##### Given data #####

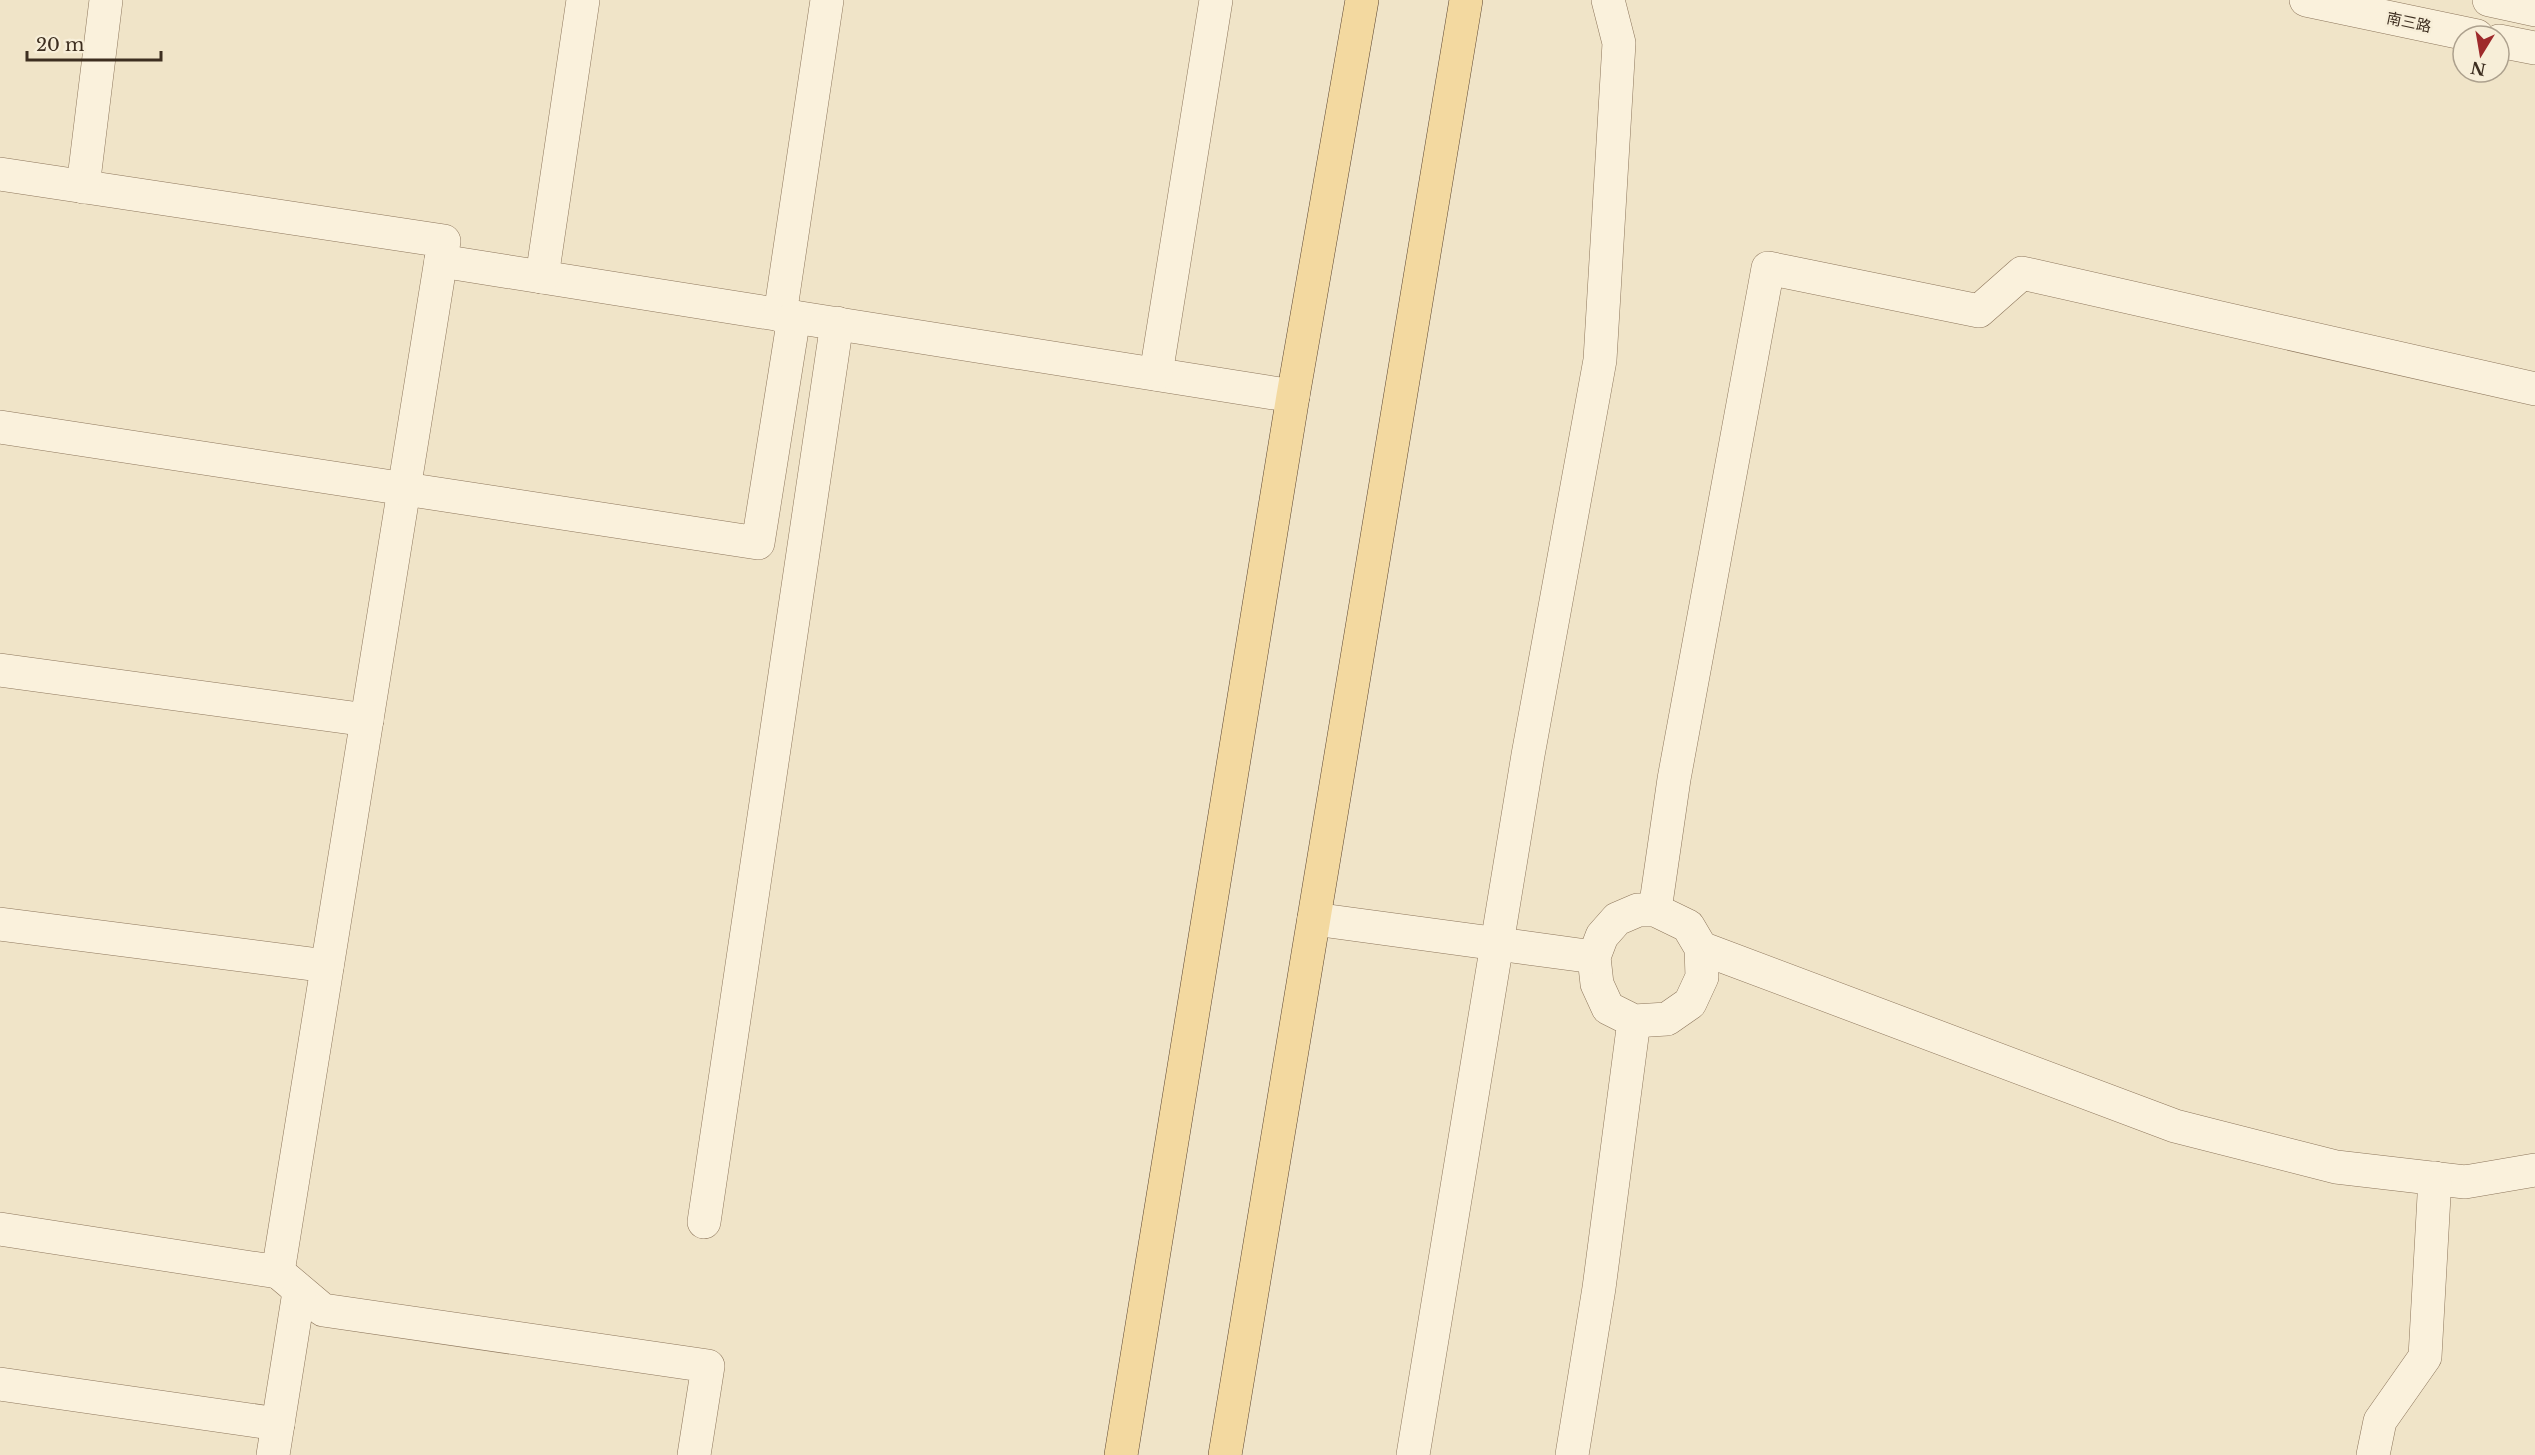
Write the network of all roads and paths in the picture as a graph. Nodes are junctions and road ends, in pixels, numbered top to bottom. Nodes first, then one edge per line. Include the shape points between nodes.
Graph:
1 (106, 0) edge
2 (583, 0) edge
3 (827, 0) edge
4 (1216, 0) edge
5 (1362, 0) edge
6 (1466, 0) edge
7 (1608, 0) edge
8 (2306, 0) edge
9 (2489, 0) edge
10 (2535, 10) edge
11 (2451, 31) edge
12 (2511, 43) edge
13 (2535, 48) edge
14 (0, 174) edge
15 (83, 187) junction
16 (441, 261) junction
17 (542, 277) junction
18 (787, 316) junction
19 (837, 323) junction
20 (1156, 374) junction
21 (2535, 389) edge
22 (1293, 396) junction
23 (0, 427) edge
24 (404, 488) junction
25 (0, 670) edge
26 (367, 720) junction
27 (1655, 910) junction
28 (1314, 919) junction
29 (0, 924) edge
30 (1497, 943) junction
31 (1701, 948) junction
32 (1594, 957) junction
33 (327, 966) junction
34 (1634, 1021) junction
35 (2535, 1170) edge
36 (2435, 1178) junction
37 (704, 1222) dead end
38 (0, 1229) edge
39 (288, 1282) junction
40 (0, 1384) edge
41 (275, 1440) edge
42 (694, 1455) edge
43 (1121, 1455) edge
44 (1225, 1455) edge
45 (1413, 1455) edge
46 (1572, 1455) edge
47 (2373, 1455) edge

1 - 15 street
2 - 17 street
3 - 18 street
4 - 20 street
5 - 22 main road
6 - 28 main road
7 - 30 street via 1619,43 1600,360
8 - 11 street, 南三路
9 - 10 street
12 - 13 street
14 - 15 street
15 - 16 street via 444,241
16 - 17 street
16 - 24 street
17 - 18 street
18 - 19 street
18 - 24 street via 758,543
19 - 20 street
19 - 37 street
20 - 22 street
21 - 27 street via 2022,273 1979,311 1768,268 1674,779
22 - 43 main road
23 - 24 street
24 - 26 street
25 - 26 street
26 - 33 street
27 - 31 street via 1688,926
27 - 32 street via 1638,910 1617,919 1602,936
28 - 30 street
28 - 44 main road
29 - 33 street
30 - 32 street
30 - 45 street
31 - 34 street via 1702,977 1690,1002 1667,1019
31 - 36 street via 2175,1125 2336,1167
32 - 34 street via 1597,984 1608,1008
33 - 39 street
34 - 46 street via 1599,1288
35 - 36 street via 2465,1182
36 - 47 street via 2425,1357 2380,1420
38 - 39 street
39 - 41 street
39 - 42 street via 323,1310 708,1366
40 - 41 street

#####

== Exercise prompt ==
Wherever the word "main" appears in a line of the data, copy that line.

== Output of the exercise ==
5 - 22 main road
6 - 28 main road
22 - 43 main road
28 - 44 main road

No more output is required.